[Opening DATA RECORDS section]

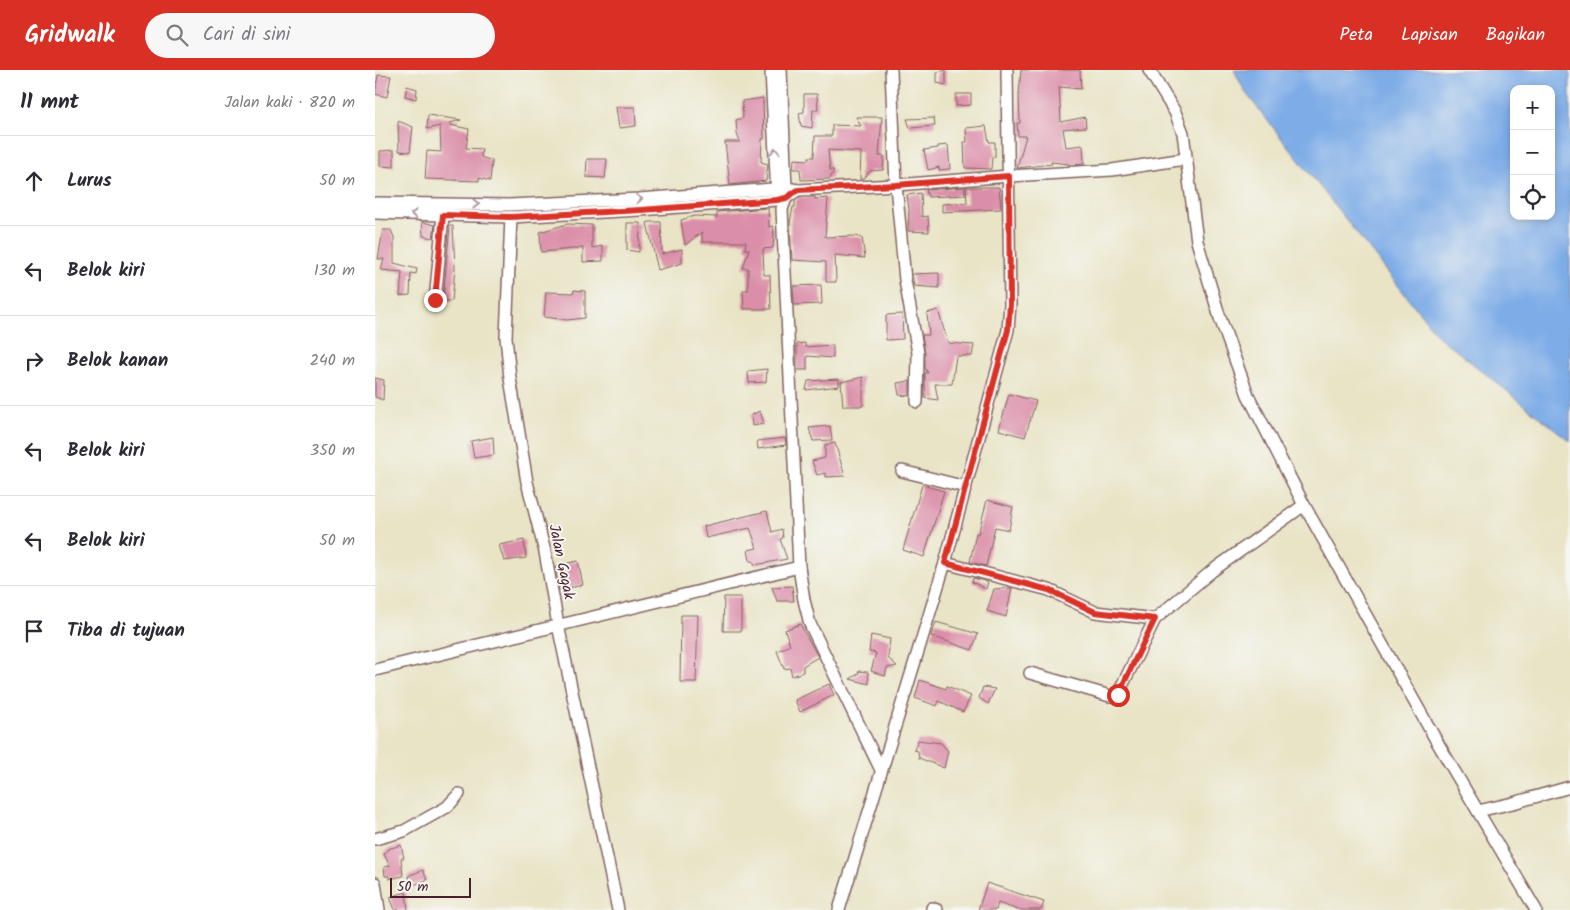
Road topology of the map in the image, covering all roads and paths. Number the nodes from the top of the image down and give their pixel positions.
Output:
1 (771, 70) edge
2 (781, 70) edge
3 (891, 70) edge
4 (1007, 70) edge
5 (1149, 70) edge
6 (1185, 159) junction
7 (1009, 176) junction
8 (896, 185) junction
9 (784, 196) junction
10 (375, 203) edge
11 (375, 212) edge
12 (443, 215) junction
13 (511, 217) junction
14 (435, 300) dead end
15 (917, 402) dead end
16 (902, 471) dead end
17 (966, 487) junction
18 (1304, 505) junction
19 (945, 563) junction
20 (799, 567) junction
21 (1155, 619) junction
22 (558, 625) junction
23 (375, 670) edge
24 (1031, 672) dead end
25 (881, 770) junction
26 (1570, 787) edge
27 (459, 794) dead end
28 (1478, 811) junction
29 (375, 838) edge
30 (375, 883) edge
31 (379, 910) edge
32 (618, 910) edge
33 (839, 910) edge
34 (1536, 910) edge

9 -> 1 street
2 - 9 street
3 - 8 street
4 - 7 street
5 - 6 street
6 - 7 street
6 - 18 street
7 - 8 street
7 - 17 street
8 - 9 street
8 - 15 street
10 -> 9 street
9 - 13 street
9 - 20 street
12 -> 11 street
12 - 13 street
12 - 14 street
13 - 22 street, Jalan Gagak
16 - 17 street
17 - 19 street
18 - 21 street
18 - 28 street
19 - 21 street
19 - 25 street
20 - 22 street
20 - 25 street
21 - 24 street
22 - 23 street
22 - 32 street, Jalan Gagak
25 - 33 street
26 - 28 street
27 - 29 street
28 - 34 street
30 - 31 street

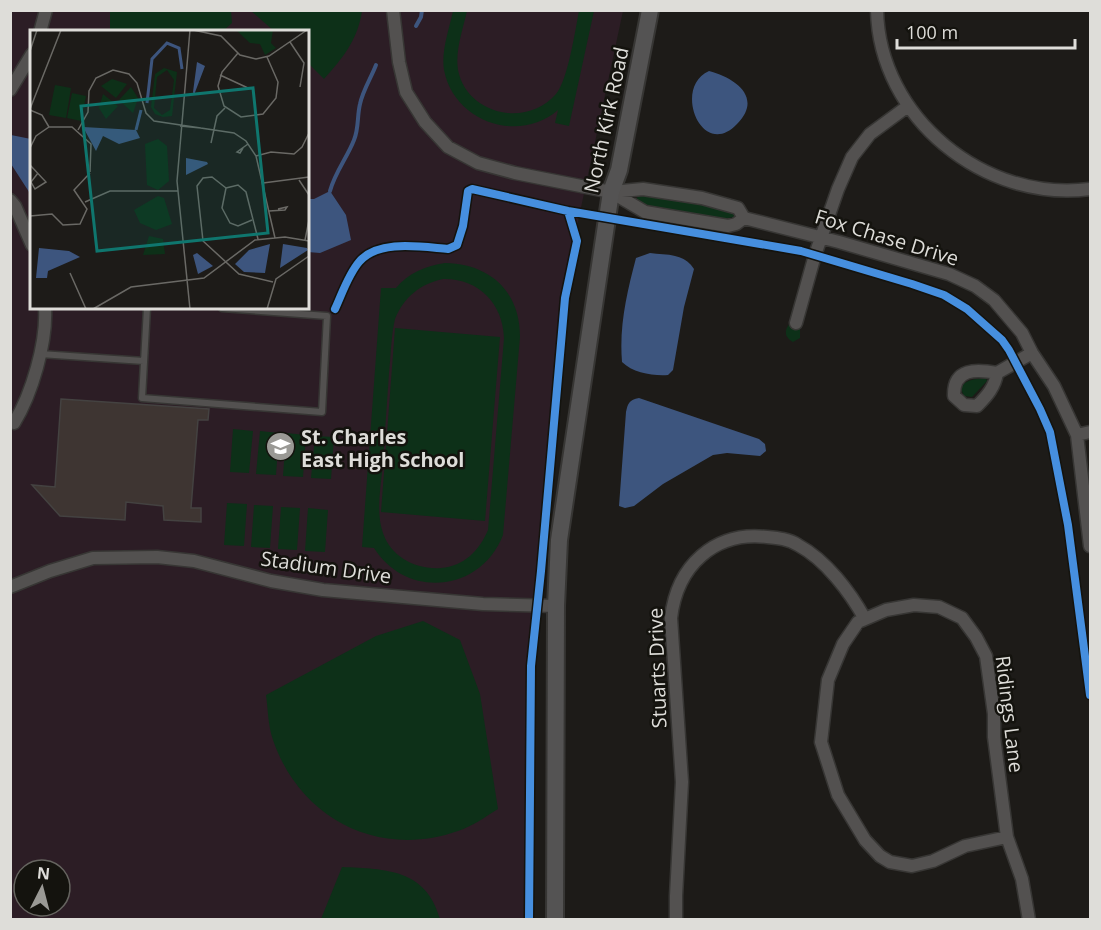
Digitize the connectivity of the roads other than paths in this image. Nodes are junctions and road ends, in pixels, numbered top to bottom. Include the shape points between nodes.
1 (46, 10) edge
2 (393, 10) edge
3 (650, 10) edge
4 (877, 10) edge
5 (41, 30) edge
6 (30, 57) edge
7 (10, 90) edge
8 (908, 106) junction
9 (1090, 189) edge
10 (611, 192) junction
11 (10, 200) edge
12 (744, 218) junction
13 (822, 238) junction
14 (30, 240) edge
15 (45, 309) edge
16 (147, 309) edge
17 (235, 309) edge
18 (796, 323) dead end
19 (1032, 353) junction
20 (39, 354) junction
21 (144, 360) junction
22 (997, 373) dead end
23 (14, 423) dead end
24 (1090, 432) edge
25 (1077, 435) junction
26 (1090, 546) edge
27 (10, 587) edge
28 (556, 606) junction
29 (865, 619) junction
30 (1007, 837) junction
31 (555, 920) edge
32 (676, 920) edge
33 (1029, 920) edge

1 - 5 street
2 - 10 street via 406,92 425,122 448,147 478,163
3 - 10 main road, North Kirk Road via 619,170
4 - 8 street via 882,52
6 - 7 street
8 - 9 street via 938,140 967,163 1003,180 1046,189
8 - 13 street via 870,134 852,157
10 - 12 street, Fox Chase Drive via 643,189 702,198 738,208
10 - 12 street, Fox Chase Drive via 645,212 728,226
10 - 28 main road, North Kirk Road via 560,540
11 - 14 street
12 - 13 street, Fox Chase Drive
13 - 18 street
13 - 19 street, Fox Chase Drive via 949,273 975,286 1006,312
15 - 20 street
16 - 21 lane
17 - 21 lane via 327,316 322,412 142,398
19 - 22 street
19 - 25 street, Fox Chase Drive via 1054,386
20 - 21 lane
20 - 23 street via 25,403
24 - 25 street
25 - 26 street, Fox Chase Drive
27 - 28 street, Stadium Drive via 93,558 157,557 194,561 323,590 483,604
28 - 31 main road, North Kirk Road
29 - 30 street, Ridings Lane via 914,605 939,607 962,618 976,637 986,656
29 - 30 street via 858,622 843,644 828,680 821,742 838,795 865,840 890,862 912,866 965,846
29 - 32 street, Stuarts Drive via 838,578 797,544 780,538 746,536 724,541 704,553 679,586 671,618 682,782
30 - 33 street, Ridings Lane via 1022,879

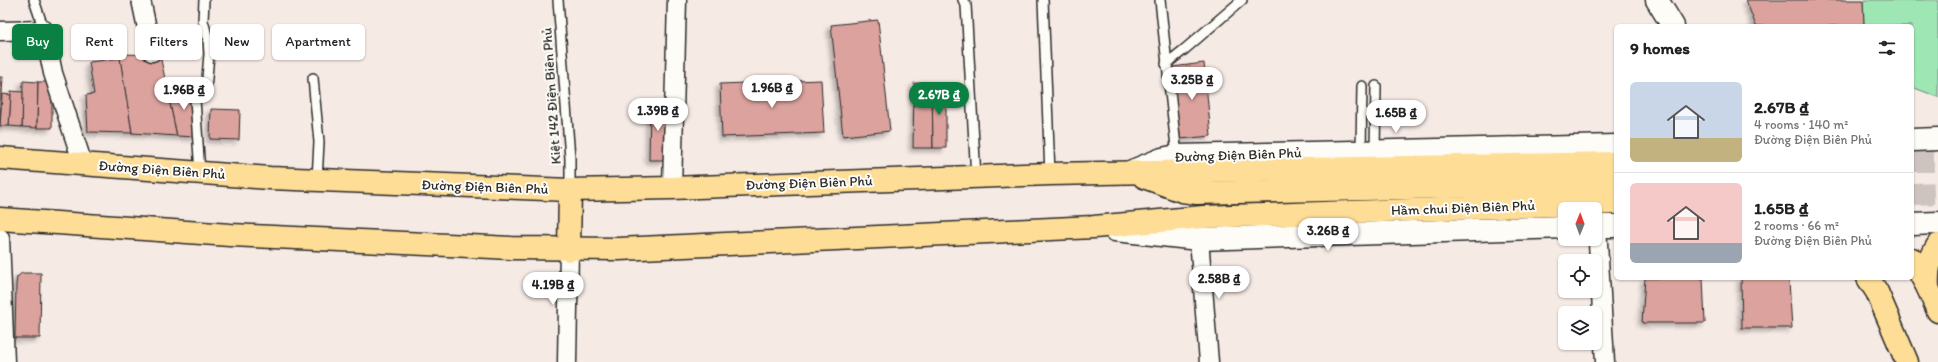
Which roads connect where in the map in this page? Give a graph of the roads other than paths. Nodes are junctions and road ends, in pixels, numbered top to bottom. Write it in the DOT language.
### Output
graph roads {
  1 [pos="34,0"];
  2 [pos="141,0"];
  3 [pos="204,0"];
  4 [pos="558,0"];
  5 [pos="677,0"];
  6 [pos="963,0"];
  7 [pos="1043,0"];
  8 [pos="1160,0"];
  9 [pos="1242,0"];
  10 [pos="1657,0"];
  11 [pos="42,24"];
  12 [pos="146,24"];
  13 [pos="1672,24"];
  14 [pos="0,31"];
  15 [pos="12,31"];
  16 [pos="50,60"];
  17 [pos="1166,64"];
  18 [pos="313,78"];
  19 [pos="1362,86"];
  20 [pos="1376,86"];
  21 [pos="1938,139"];
  22 [pos="1914,140"];
  23 [pos="1614,146"];
  24 [pos="1368,151"];
  25 [pos="1177,156"];
  26 [pos="0,158"];
  27 [pos="1614,163"];
  28 [pos="83,164"];
  29 [pos="1130,172"];
  30 [pos="200,174"];
  31 [pos="1050,174"];
  32 [pos="976,176"];
  33 [pos="317,180"];
  34 [pos="1614,183"];
  35 [pos="672,188"];
  36 [pos="570,190"];
  37 [pos="1614,203"];
  38 [pos="0,219"];
  39 [pos="1938,223"];
  40 [pos="1914,224"];
  41 [pos="1603,226"];
  42 [pos="1094,227"];
  43 [pos="1558,227"];
  44 [pos="0,238"];
  45 [pos="1199,239"];
  46 [pos="1938,244"];
  47 [pos="569,250"];
  48 [pos="1914,263"];
  49 [pos="1869,283"];
  50 [pos="1928,288"];
  51 [pos="1938,311"];
  52 [pos="5,362"];
  53 [pos="567,362"];
  54 [pos="1209,362"];
  55 [pos="1605,362"];
  56 [pos="1907,362"];
  1 -- 11 [label="lane"];
  2 -- 12 [label="street"];
  3 -- 30 [label="lane"];
  4 -- 36 [label="lane, Kiệt 142 Điện Biên Phủ"];
  5 -- 35 [label="street"];
  6 -- 32 [label="lane"];
  7 -- 31 [label="lane"];
  8 -- 17 [label="lane"];
  9 -- 17 [label="lane"];
  10 -- 13 [label="street"];
  14 -- 15 [label="street"];
  16 -- 28 [label="street"];
  17 -- 25 [label="lane"];
  18 -- 33 [label="lane"];
  19 -- 24 [label="lane"];
  20 -- 24 [label="lane"];
  21 -- 22 [label="street"];
  23 -- 24 [label="street, Đường Điện Biên Phủ"];
  24 -- 25 [label="street, Đường Điện Biên Phủ"];
  25 -- 29 [label="street, Đường Điện Biên Phủ"];
  26 -- 28 [label="main road, Đường Điện Biên Phủ"];
  27 -- 29 [label="main road"];
  28 -- 30 [label="main road, Đường Điện Biên Phủ"];
  29 -- 31 [label="main road, Đường Điện Biên Phủ"];
  29 -- 34 [label="main road"];
  30 -- 33 [label="main road, Đường Điện Biên Phủ"];
  31 -- 32 [label="main road, Đường Điện Biên Phủ"];
  32 -- 35 [label="main road, Đường Điện Biên Phủ"];
  33 -- 36 [label="main road, Đường Điện Biên Phủ"];
  35 -- 36 [label="main road, Đường Điện Biên Phủ"];
  36 -- 47 [label="main road"];
  37 -- 42 [label="main road, Hầm chui Điện Biên Phủ"];
  38 -- 47 [label="main road"];
  39 -- 40 [label="street"];
  41 -- 55 [label="street"];
  42 -- 45 [label="street"];
  42 -- 47 [label="main road"];
  43 -- 45 [label="street"];
  44 -- 52 [label="street"];
  45 -- 54 [label="street"];
  46 -- 50 [label="main road"];
  47 -- 53 [label="street"];
  48 -- 50 [label="main road"];
  49 -- 56 [label="main road"];
  50 -- 51 [label="main road"];
}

[Closing DATA RECORDS section]

- TASK GOAL:
Return each entry above unchanged. Leave the pictures out.

- REPLY:
Road topology of the map in the image, covering all roads and paths. Number the nodes from the top of the image down and give their pixel positions.
Output:
1 (771, 70) edge
2 (781, 70) edge
3 (891, 70) edge
4 (1007, 70) edge
5 (1149, 70) edge
6 (1185, 159) junction
7 (1009, 176) junction
8 (896, 185) junction
9 (784, 196) junction
10 (375, 203) edge
11 (375, 212) edge
12 (443, 215) junction
13 (511, 217) junction
14 (435, 300) dead end
15 (917, 402) dead end
16 (902, 471) dead end
17 (966, 487) junction
18 (1304, 505) junction
19 (945, 563) junction
20 (799, 567) junction
21 (1155, 619) junction
22 (558, 625) junction
23 (375, 670) edge
24 (1031, 672) dead end
25 (881, 770) junction
26 (1570, 787) edge
27 (459, 794) dead end
28 (1478, 811) junction
29 (375, 838) edge
30 (375, 883) edge
31 (379, 910) edge
32 (618, 910) edge
33 (839, 910) edge
34 (1536, 910) edge

9 -> 1 street
2 - 9 street
3 - 8 street
4 - 7 street
5 - 6 street
6 - 7 street
6 - 18 street
7 - 8 street
7 - 17 street
8 - 9 street
8 - 15 street
10 -> 9 street
9 - 13 street
9 - 20 street
12 -> 11 street
12 - 13 street
12 - 14 street
13 - 22 street, Jalan Gagak
16 - 17 street
17 - 19 street
18 - 21 street
18 - 28 street
19 - 21 street
19 - 25 street
20 - 22 street
20 - 25 street
21 - 24 street
22 - 23 street
22 - 32 street, Jalan Gagak
25 - 33 street
26 - 28 street
27 - 29 street
28 - 34 street
30 - 31 street

Digitize the connectivity of the roads other than paths in this image. Nodes are junctions and road ends, in pixels, numbered top to bottom. Include the shape points between nodes.
1 (46, 10) edge
2 (393, 10) edge
3 (650, 10) edge
4 (877, 10) edge
5 (41, 30) edge
6 (30, 57) edge
7 (10, 90) edge
8 (908, 106) junction
9 (1090, 189) edge
10 (611, 192) junction
11 (10, 200) edge
12 (744, 218) junction
13 (822, 238) junction
14 (30, 240) edge
15 (45, 309) edge
16 (147, 309) edge
17 (235, 309) edge
18 (796, 323) dead end
19 (1032, 353) junction
20 (39, 354) junction
21 (144, 360) junction
22 (997, 373) dead end
23 (14, 423) dead end
24 (1090, 432) edge
25 (1077, 435) junction
26 (1090, 546) edge
27 (10, 587) edge
28 (556, 606) junction
29 (865, 619) junction
30 (1007, 837) junction
31 (555, 920) edge
32 (676, 920) edge
33 (1029, 920) edge

1 - 5 street
2 - 10 street via 406,92 425,122 448,147 478,163
3 - 10 main road, North Kirk Road via 619,170
4 - 8 street via 882,52
6 - 7 street
8 - 9 street via 938,140 967,163 1003,180 1046,189
8 - 13 street via 870,134 852,157
10 - 12 street, Fox Chase Drive via 643,189 702,198 738,208
10 - 12 street, Fox Chase Drive via 645,212 728,226
10 - 28 main road, North Kirk Road via 560,540
11 - 14 street
12 - 13 street, Fox Chase Drive
13 - 18 street
13 - 19 street, Fox Chase Drive via 949,273 975,286 1006,312
15 - 20 street
16 - 21 lane
17 - 21 lane via 327,316 322,412 142,398
19 - 22 street
19 - 25 street, Fox Chase Drive via 1054,386
20 - 21 lane
20 - 23 street via 25,403
24 - 25 street
25 - 26 street, Fox Chase Drive
27 - 28 street, Stadium Drive via 93,558 157,557 194,561 323,590 483,604
28 - 31 main road, North Kirk Road
29 - 30 street, Ridings Lane via 914,605 939,607 962,618 976,637 986,656
29 - 30 street via 858,622 843,644 828,680 821,742 838,795 865,840 890,862 912,866 965,846
29 - 32 street, Stuarts Drive via 838,578 797,544 780,538 746,536 724,541 704,553 679,586 671,618 682,782
30 - 33 street, Ridings Lane via 1022,879

Which roads connect where in the map in this page? Give a graph of the roads other than paths. Nodes are junctions and road ends, in pixels, numbered top to bottom. Write it in the DOT language.
### Output
graph roads {
  1 [pos="34,0"];
  2 [pos="141,0"];
  3 [pos="204,0"];
  4 [pos="558,0"];
  5 [pos="677,0"];
  6 [pos="963,0"];
  7 [pos="1043,0"];
  8 [pos="1160,0"];
  9 [pos="1242,0"];
  10 [pos="1657,0"];
  11 [pos="42,24"];
  12 [pos="146,24"];
  13 [pos="1672,24"];
  14 [pos="0,31"];
  15 [pos="12,31"];
  16 [pos="50,60"];
  17 [pos="1166,64"];
  18 [pos="313,78"];
  19 [pos="1362,86"];
  20 [pos="1376,86"];
  21 [pos="1938,139"];
  22 [pos="1914,140"];
  23 [pos="1614,146"];
  24 [pos="1368,151"];
  25 [pos="1177,156"];
  26 [pos="0,158"];
  27 [pos="1614,163"];
  28 [pos="83,164"];
  29 [pos="1130,172"];
  30 [pos="200,174"];
  31 [pos="1050,174"];
  32 [pos="976,176"];
  33 [pos="317,180"];
  34 [pos="1614,183"];
  35 [pos="672,188"];
  36 [pos="570,190"];
  37 [pos="1614,203"];
  38 [pos="0,219"];
  39 [pos="1938,223"];
  40 [pos="1914,224"];
  41 [pos="1603,226"];
  42 [pos="1094,227"];
  43 [pos="1558,227"];
  44 [pos="0,238"];
  45 [pos="1199,239"];
  46 [pos="1938,244"];
  47 [pos="569,250"];
  48 [pos="1914,263"];
  49 [pos="1869,283"];
  50 [pos="1928,288"];
  51 [pos="1938,311"];
  52 [pos="5,362"];
  53 [pos="567,362"];
  54 [pos="1209,362"];
  55 [pos="1605,362"];
  56 [pos="1907,362"];
  1 -- 11 [label="lane"];
  2 -- 12 [label="street"];
  3 -- 30 [label="lane"];
  4 -- 36 [label="lane, Kiệt 142 Điện Biên Phủ"];
  5 -- 35 [label="street"];
  6 -- 32 [label="lane"];
  7 -- 31 [label="lane"];
  8 -- 17 [label="lane"];
  9 -- 17 [label="lane"];
  10 -- 13 [label="street"];
  14 -- 15 [label="street"];
  16 -- 28 [label="street"];
  17 -- 25 [label="lane"];
  18 -- 33 [label="lane"];
  19 -- 24 [label="lane"];
  20 -- 24 [label="lane"];
  21 -- 22 [label="street"];
  23 -- 24 [label="street, Đường Điện Biên Phủ"];
  24 -- 25 [label="street, Đường Điện Biên Phủ"];
  25 -- 29 [label="street, Đường Điện Biên Phủ"];
  26 -- 28 [label="main road, Đường Điện Biên Phủ"];
  27 -- 29 [label="main road"];
  28 -- 30 [label="main road, Đường Điện Biên Phủ"];
  29 -- 31 [label="main road, Đường Điện Biên Phủ"];
  29 -- 34 [label="main road"];
  30 -- 33 [label="main road, Đường Điện Biên Phủ"];
  31 -- 32 [label="main road, Đường Điện Biên Phủ"];
  32 -- 35 [label="main road, Đường Điện Biên Phủ"];
  33 -- 36 [label="main road, Đường Điện Biên Phủ"];
  35 -- 36 [label="main road, Đường Điện Biên Phủ"];
  36 -- 47 [label="main road"];
  37 -- 42 [label="main road, Hầm chui Điện Biên Phủ"];
  38 -- 47 [label="main road"];
  39 -- 40 [label="street"];
  41 -- 55 [label="street"];
  42 -- 45 [label="street"];
  42 -- 47 [label="main road"];
  43 -- 45 [label="street"];
  44 -- 52 [label="street"];
  45 -- 54 [label="street"];
  46 -- 50 [label="main road"];
  47 -- 53 [label="street"];
  48 -- 50 [label="main road"];
  49 -- 56 [label="main road"];
  50 -- 51 [label="main road"];
}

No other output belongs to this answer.